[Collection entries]
++++++++
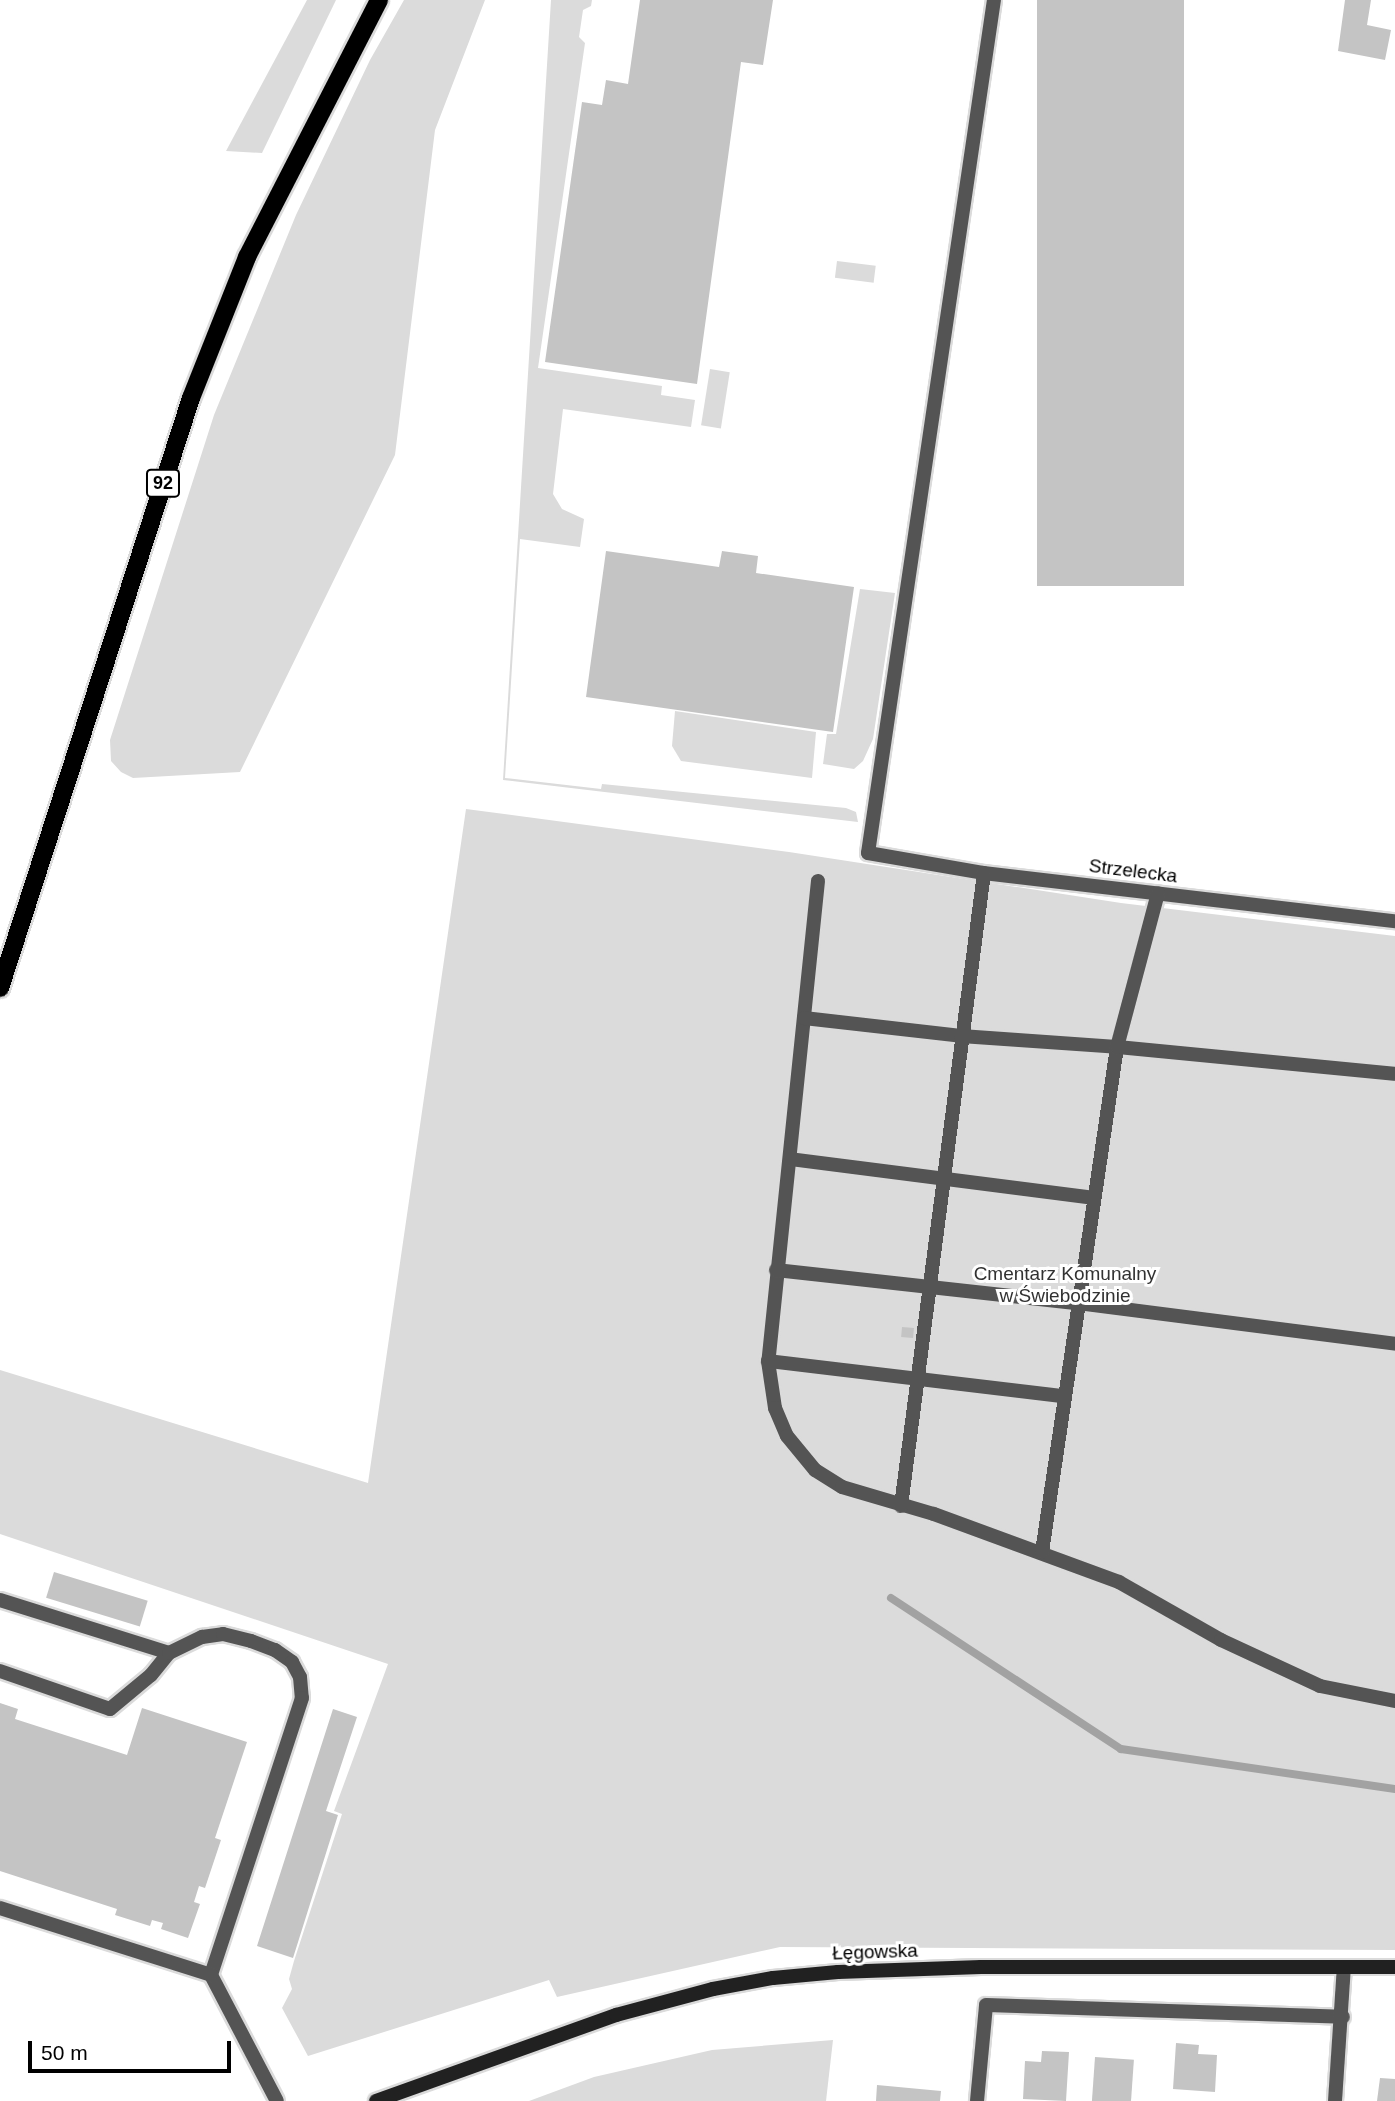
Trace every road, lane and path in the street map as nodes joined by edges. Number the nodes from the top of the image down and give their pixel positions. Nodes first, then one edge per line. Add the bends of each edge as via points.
1 (379, 0) edge
2 (994, 0) edge
3 (984, 873) junction
4 (818, 881) dead end
5 (1158, 893) junction
6 (1395, 921) edge
7 (0, 988) edge
8 (804, 1018) junction
9 (961, 1036) junction
10 (1117, 1046) junction
11 (1395, 1074) edge
12 (790, 1159) junction
13 (944, 1178) junction
14 (1094, 1198) junction
15 (776, 1270) junction
16 (930, 1287) junction
17 (1077, 1303) junction
18 (1395, 1344) edge
19 (768, 1360) junction
20 (920, 1379) junction
21 (1063, 1396) junction
22 (901, 1506) junction
23 (1042, 1552) junction
24 (0, 1600) edge
25 (169, 1653) junction
26 (0, 1671) edge
27 (1395, 1701) edge
28 (0, 1908) edge
29 (1344, 1967) junction
30 (1395, 1967) edge
31 (211, 1975) junction
32 (1343, 2017) junction
33 (277, 2101) edge
34 (376, 2101) edge
35 (977, 2101) edge
36 (1335, 2101) edge

1 - 7 main road, 92 via 247,257 191,398
2 - 3 street, Strzelecka via 868,853
3 - 5 street, Strzelecka
3 - 9 street
4 - 8 street
5 - 6 street, Strzelecka
5 - 10 street
8 - 9 street
8 - 12 street
9 - 10 street
9 - 13 street
10 - 11 street
10 - 14 street
12 - 13 street
12 - 15 street
13 - 14 street
13 - 16 street
14 - 17 street
15 - 16 street
15 - 19 street
16 - 17 street
16 - 20 street
17 - 18 street
17 - 21 street
19 - 20 street
19 - 22 street via 780,1422 810,1464 842,1487
20 - 21 street
20 - 22 street
21 - 23 street
22 - 23 street
23 - 27 street via 1119,1582 1277,1668 1320,1686
24 - 25 street
25 - 26 street via 110,1709
25 - 31 street via 202,1637 223,1634 275,1650 292,1662 300,1677 302,1698
28 - 31 street
29 - 30 street, Łęgowska
29 - 32 street
29 - 34 street, Łęgowska via 981,1967 773,1978 616,2015
31 - 33 street
32 - 35 street via 986,2005
32 - 36 street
++++++++
The entries are to be printed exactly as written; the pictures are to be left out.

■ Output for this exercise:
Trace every road, lane and path in the street map as nodes joined by edges. Number the nodes from the top of the image down and give their pixel positions. Nodes first, then one edge per line. Add the bends of each edge as via points.
1 (379, 0) edge
2 (994, 0) edge
3 (984, 873) junction
4 (818, 881) dead end
5 (1158, 893) junction
6 (1395, 921) edge
7 (0, 988) edge
8 (804, 1018) junction
9 (961, 1036) junction
10 (1117, 1046) junction
11 (1395, 1074) edge
12 (790, 1159) junction
13 (944, 1178) junction
14 (1094, 1198) junction
15 (776, 1270) junction
16 (930, 1287) junction
17 (1077, 1303) junction
18 (1395, 1344) edge
19 (768, 1360) junction
20 (920, 1379) junction
21 (1063, 1396) junction
22 (901, 1506) junction
23 (1042, 1552) junction
24 (0, 1600) edge
25 (169, 1653) junction
26 (0, 1671) edge
27 (1395, 1701) edge
28 (0, 1908) edge
29 (1344, 1967) junction
30 (1395, 1967) edge
31 (211, 1975) junction
32 (1343, 2017) junction
33 (277, 2101) edge
34 (376, 2101) edge
35 (977, 2101) edge
36 (1335, 2101) edge

1 - 7 main road, 92 via 247,257 191,398
2 - 3 street, Strzelecka via 868,853
3 - 5 street, Strzelecka
3 - 9 street
4 - 8 street
5 - 6 street, Strzelecka
5 - 10 street
8 - 9 street
8 - 12 street
9 - 10 street
9 - 13 street
10 - 11 street
10 - 14 street
12 - 13 street
12 - 15 street
13 - 14 street
13 - 16 street
14 - 17 street
15 - 16 street
15 - 19 street
16 - 17 street
16 - 20 street
17 - 18 street
17 - 21 street
19 - 20 street
19 - 22 street via 780,1422 810,1464 842,1487
20 - 21 street
20 - 22 street
21 - 23 street
22 - 23 street
23 - 27 street via 1119,1582 1277,1668 1320,1686
24 - 25 street
25 - 26 street via 110,1709
25 - 31 street via 202,1637 223,1634 275,1650 292,1662 300,1677 302,1698
28 - 31 street
29 - 30 street, Łęgowska
29 - 32 street
29 - 34 street, Łęgowska via 981,1967 773,1978 616,2015
31 - 33 street
32 - 35 street via 986,2005
32 - 36 street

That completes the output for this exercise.